↓
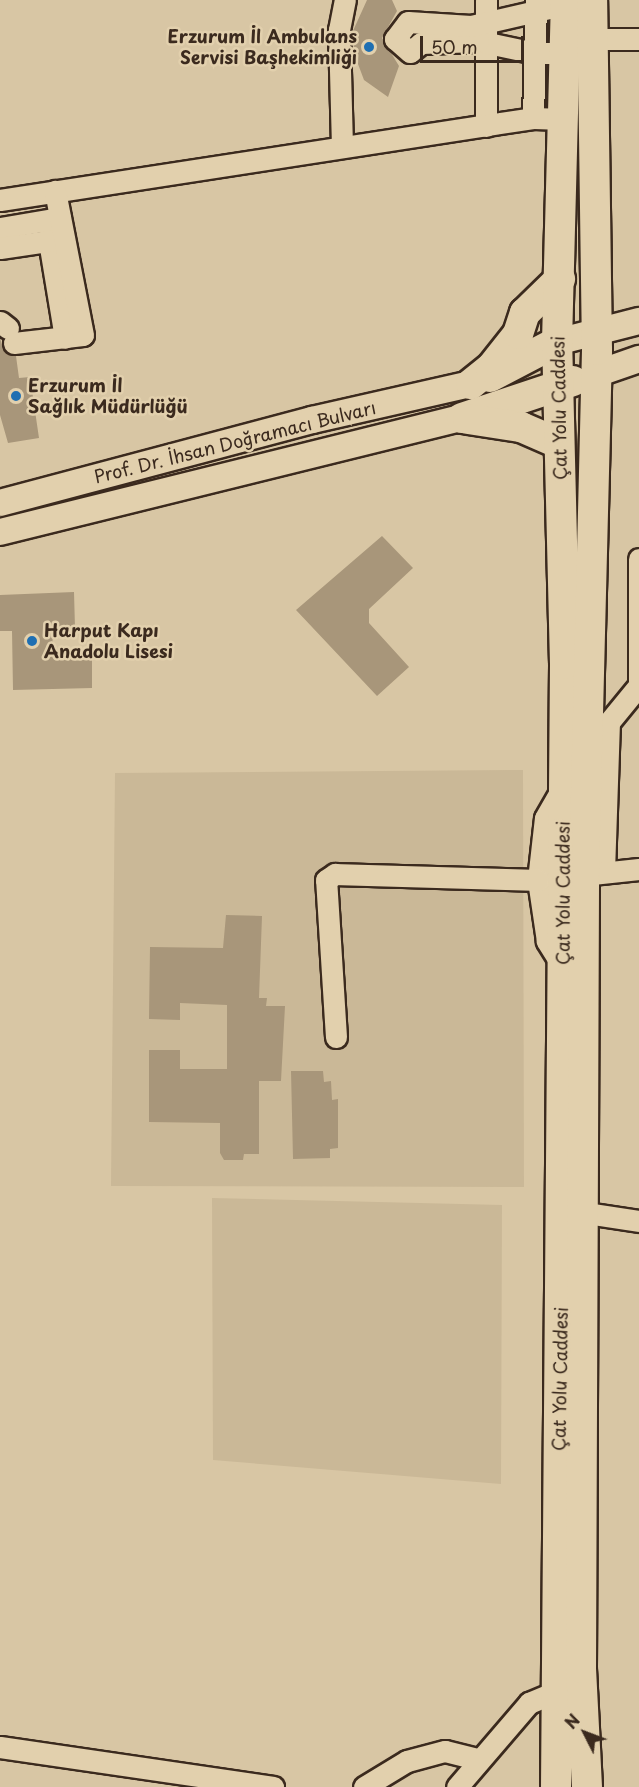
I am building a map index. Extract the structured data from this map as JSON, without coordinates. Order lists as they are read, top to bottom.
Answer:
{
  "streets": {
    "highway": ["Çat Yolu Caddesi"],
    "main road": ["Prof. Dr. İhsan Doğramacı Bulvarı"]
  },
  "places": ["Erzurum İl Ambulans Servisi Başhekimliği", "Erzurum İl Sağlık Müdürlüğü", "Harput Kapı Anadolu Lisesi"],
  "scale_bar": "50 m",
  "north": "top left"
}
↑
PROBLEM TO SOLVE: For the entries above, return an exact copy that omits the images.

RESULT FOR THIS TASK:
I am building a map index. Extract the structured data from this map as JSON, without coordinates. Order lists as they are read, top to bottom.
Answer:
{
  "streets": {
    "highway": ["Çat Yolu Caddesi"],
    "main road": ["Prof. Dr. İhsan Doğramacı Bulvarı"]
  },
  "places": ["Erzurum İl Ambulans Servisi Başhekimliği", "Erzurum İl Sağlık Müdürlüğü", "Harput Kapı Anadolu Lisesi"],
  "scale_bar": "50 m",
  "north": "top left"
}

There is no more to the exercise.